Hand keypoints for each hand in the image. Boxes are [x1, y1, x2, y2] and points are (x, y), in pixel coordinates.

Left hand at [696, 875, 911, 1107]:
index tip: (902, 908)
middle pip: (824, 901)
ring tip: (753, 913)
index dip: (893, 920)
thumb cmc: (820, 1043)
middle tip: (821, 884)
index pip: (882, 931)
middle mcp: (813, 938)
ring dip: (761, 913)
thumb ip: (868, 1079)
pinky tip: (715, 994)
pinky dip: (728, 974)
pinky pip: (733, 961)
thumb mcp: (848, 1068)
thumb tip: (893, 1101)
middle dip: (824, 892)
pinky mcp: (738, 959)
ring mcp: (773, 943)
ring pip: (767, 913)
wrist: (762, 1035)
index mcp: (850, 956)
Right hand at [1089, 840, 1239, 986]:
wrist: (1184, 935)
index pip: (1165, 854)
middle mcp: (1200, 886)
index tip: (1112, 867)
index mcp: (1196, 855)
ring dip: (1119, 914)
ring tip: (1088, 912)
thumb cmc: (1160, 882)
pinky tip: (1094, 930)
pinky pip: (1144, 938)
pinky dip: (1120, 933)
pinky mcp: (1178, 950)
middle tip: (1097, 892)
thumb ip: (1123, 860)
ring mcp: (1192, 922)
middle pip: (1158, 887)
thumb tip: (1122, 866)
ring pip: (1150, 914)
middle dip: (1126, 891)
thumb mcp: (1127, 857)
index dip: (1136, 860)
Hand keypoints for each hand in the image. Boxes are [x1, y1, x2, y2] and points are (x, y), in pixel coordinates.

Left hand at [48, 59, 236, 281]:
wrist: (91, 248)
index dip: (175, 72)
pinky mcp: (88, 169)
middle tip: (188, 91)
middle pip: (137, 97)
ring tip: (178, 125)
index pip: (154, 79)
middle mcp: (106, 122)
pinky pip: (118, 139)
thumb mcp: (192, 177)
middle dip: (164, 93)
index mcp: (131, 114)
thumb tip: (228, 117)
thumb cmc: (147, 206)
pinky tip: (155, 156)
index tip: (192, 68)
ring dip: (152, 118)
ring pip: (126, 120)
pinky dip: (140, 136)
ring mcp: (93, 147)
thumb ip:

* * *

*TASK ITEM*
Above this task is a listing. Restate, word for word and with nothing added, the lines from the one with "wrist: (1184, 935)" through the one with "index dip: (1136, 860)".

*EXERCISE RESULT*
wrist: (1184, 935)
index pip: (1165, 854)
middle mcp: (1200, 886)
index tip: (1112, 867)
index mcp: (1196, 855)
ring dip: (1119, 914)
ring tip: (1088, 912)
thumb cmc: (1160, 882)
pinky tip: (1094, 930)
pinky pip: (1144, 938)
pinky dip: (1120, 933)
pinky mcp: (1178, 950)
middle tip: (1097, 892)
thumb ip: (1123, 860)
ring mcp: (1192, 922)
middle pip: (1158, 887)
thumb tip: (1122, 866)
ring pip: (1150, 914)
middle dip: (1126, 891)
thumb mcp: (1127, 857)
index dip: (1136, 860)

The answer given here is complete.